NDR vs. SIEM vs. EDR

These three categories form the detection triad. Each has a different vantage point — SIEM sees logs and events; EDR sees endpoint process activity; NDR sees actual network traffic. Gaps in one are typically covered by another, making all three complementary rather than redundant.

  • SIEM: log-centric; depends on log sources being available and complete
  • EDR: endpoint-centric; doesn't see network devices, OT, or IoT
  • NDR: network-centric; doesn't require agents; sees all traffic
  • NDR excels at: lateral movement, C2 beaconing, encrypted malware traffic

Behavioral Baselining in NDR

NDR platforms build behavioral models for every device and user on the network, learning what normal communication looks like. Deviations from the established baseline — a database server making outbound web requests, a workstation scanning internal subnets — generate alerts regardless of whether a signature matches.

  • Device peer groups: compare similar devices to each other
  • Time-of-day models: flag access patterns that deviate from normal hours
  • Volumetric baselining: detect data movement exceeding normal patterns
  • Protocol models: detect protocol misuse (HTTP on port 443, DNS tunneling)

Encrypted Traffic Analysis (ETA)

NDR platforms analyze TLS traffic without decryption by examining observable metadata: certificate chains, cipher suites, handshake timing, flow sizes, and packet inter-arrival times. JA3/JA4 hashing identifies client software from TLS Client Hello parameters alone.

  • JA4 (2023): more stable than JA3; resistant to randomization evasion
  • Certificate analysis: self-signed, short validity, unusual SAN fields
  • Flow statistics: C2 beaconing has regular timing and consistent byte counts
  • ALPN field: identifies application protocol negotiated within TLS

Lateral Movement Detection

Lateral movement — attackers pivoting from an initial foothold to additional systems — is the phase where NDR provides the most unique value. Network-level activity like port scanning, SMB enumeration, and pass-the-hash are visible in traffic even when endpoint agents are absent.

  • Unusual SMB/RPC connections between workstations
  • Internal port scanning patterns (rapid sequential connection attempts)
  • Kerberoasting: anomalous Kerberos TGS requests for service accounts
  • DCSync: unusual replication requests to domain controllers
  • Mimikatz patterns: LSASS access indicators in network-adjacent traffic
⚙️ Network Monitoring Best Practices

Visibility Without Analysis Is Just Noise

Organizations frequently invest heavily in data collection infrastructure — full packet capture, SIEM, flow collection — but underinvest in the analyst capability and detection logic needed to turn that data into actionable intelligence. A terabyte of unanalyzed PCAP provides no security value. Invest equally in collection and correlation.

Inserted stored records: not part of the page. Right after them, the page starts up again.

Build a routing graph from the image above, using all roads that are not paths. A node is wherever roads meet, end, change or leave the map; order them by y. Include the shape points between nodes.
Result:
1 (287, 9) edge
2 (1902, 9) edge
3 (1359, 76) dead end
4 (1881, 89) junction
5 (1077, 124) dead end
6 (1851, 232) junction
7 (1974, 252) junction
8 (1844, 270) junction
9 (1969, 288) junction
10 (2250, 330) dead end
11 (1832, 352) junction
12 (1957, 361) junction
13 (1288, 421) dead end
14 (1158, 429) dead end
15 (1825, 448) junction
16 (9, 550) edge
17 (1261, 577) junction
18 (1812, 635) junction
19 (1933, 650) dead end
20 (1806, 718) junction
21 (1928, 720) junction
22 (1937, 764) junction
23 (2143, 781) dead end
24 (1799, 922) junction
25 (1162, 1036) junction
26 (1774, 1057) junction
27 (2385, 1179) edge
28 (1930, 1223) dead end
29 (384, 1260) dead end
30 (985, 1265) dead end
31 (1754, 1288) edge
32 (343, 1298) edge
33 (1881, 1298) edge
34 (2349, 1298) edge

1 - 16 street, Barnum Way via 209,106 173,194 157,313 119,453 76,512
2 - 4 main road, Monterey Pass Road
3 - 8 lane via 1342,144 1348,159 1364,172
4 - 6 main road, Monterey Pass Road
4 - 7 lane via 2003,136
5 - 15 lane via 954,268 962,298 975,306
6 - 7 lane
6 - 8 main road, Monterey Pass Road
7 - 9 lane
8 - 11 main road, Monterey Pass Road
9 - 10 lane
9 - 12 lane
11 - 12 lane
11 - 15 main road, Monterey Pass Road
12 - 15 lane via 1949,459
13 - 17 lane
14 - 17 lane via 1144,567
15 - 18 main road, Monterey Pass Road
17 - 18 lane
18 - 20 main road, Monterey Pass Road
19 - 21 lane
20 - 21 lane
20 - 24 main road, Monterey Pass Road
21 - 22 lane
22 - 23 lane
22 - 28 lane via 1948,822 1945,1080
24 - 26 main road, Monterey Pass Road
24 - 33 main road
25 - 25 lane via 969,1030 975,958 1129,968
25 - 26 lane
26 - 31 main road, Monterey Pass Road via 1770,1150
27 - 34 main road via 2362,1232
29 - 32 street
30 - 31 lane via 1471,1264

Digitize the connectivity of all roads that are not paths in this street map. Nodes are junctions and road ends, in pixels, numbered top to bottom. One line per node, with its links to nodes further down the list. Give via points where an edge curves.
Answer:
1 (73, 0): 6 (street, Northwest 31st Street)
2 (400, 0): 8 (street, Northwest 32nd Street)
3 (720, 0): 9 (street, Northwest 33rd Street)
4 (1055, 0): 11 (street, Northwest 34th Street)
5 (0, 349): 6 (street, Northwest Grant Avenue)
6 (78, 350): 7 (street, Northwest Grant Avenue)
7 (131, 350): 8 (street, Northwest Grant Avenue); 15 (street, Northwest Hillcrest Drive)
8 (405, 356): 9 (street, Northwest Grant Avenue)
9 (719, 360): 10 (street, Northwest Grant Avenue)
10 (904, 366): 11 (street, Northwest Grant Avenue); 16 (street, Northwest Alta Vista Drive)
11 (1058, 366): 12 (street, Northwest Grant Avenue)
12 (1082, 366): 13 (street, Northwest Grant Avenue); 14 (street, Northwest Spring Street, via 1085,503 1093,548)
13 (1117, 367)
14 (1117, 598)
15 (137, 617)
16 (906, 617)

Full Packet Capture Strategy

Full PCAP is invaluable for incident investigation but expensive to store at scale. A tiered strategy captures everything at chokepoints for a short retention window, with selective long-term storage for high-risk segments.

  • Internet edge: 24–72 hour rolling PCAP (highest value, high volume)
  • DMZ: 7–14 day rolling PCAP (critical for web server forensics)
  • Data center east-west: selectively capture sensitive server segments
  • Tools: Zeek + PCAP, Arkime (Moloch), Security Onion (integrated platform)

TAP vs. SPAN for Capture

Network TAPs (Test Access Points) provide a passive hardware copy of traffic — they do not affect the network path and cannot be disabled by software. SPAN (Switched Port Analyzer) ports are configured in switch software — simpler to deploy but can drop packets under load and can be inadvertently modified.

  • TAP: passive, undetectable, no packet loss, preferred for critical segments
  • SPAN: free (switch feature), flexible, subject to port oversubscription drops
  • Aggregation TAP: combine multiple links onto one monitoring interface
  • Virtual TAP: for VM/container environments (vSphere dvSwitch mirror port)

Retention Policies for Compliance

Log retention requirements vary by compliance framework. Retention policies must balance regulatory requirements against storage cost and query performance. Tiered storage (hot/warm/cold) manages cost while meeting retention mandates.

  • PCI DSS: 12 months log retention; 3 months immediately available
  • HIPAA: 6 years audit logs; 3 months readily accessible
  • SOC 2: varies by auditor; typically 12 months minimum
  • NIS2 (EU): 3 months for security events; 12 months for significant incidents
  • Immutable storage: WORM or object storage with object lock for tamper prevention

Threat Hunting with Network Data

Proactive threat hunting uses network data to search for attacker activity that has evaded automated detection. Hunters form hypotheses based on threat intelligence and use flow data, DNS logs, and PCAP to test them — finding evidence of compromise before an alert fires.

  • Hunt hypothesis: "APT group X uses HTTPS C2 with 5-minute beaconing intervals"
  • Search: flow data for regular-interval connections to external IPs
  • Pivot: examine TLS certificates, domain registration, ASN history
  • Hunt infrastructure: Splunk, Elastic, or specialized tools (Gravwell)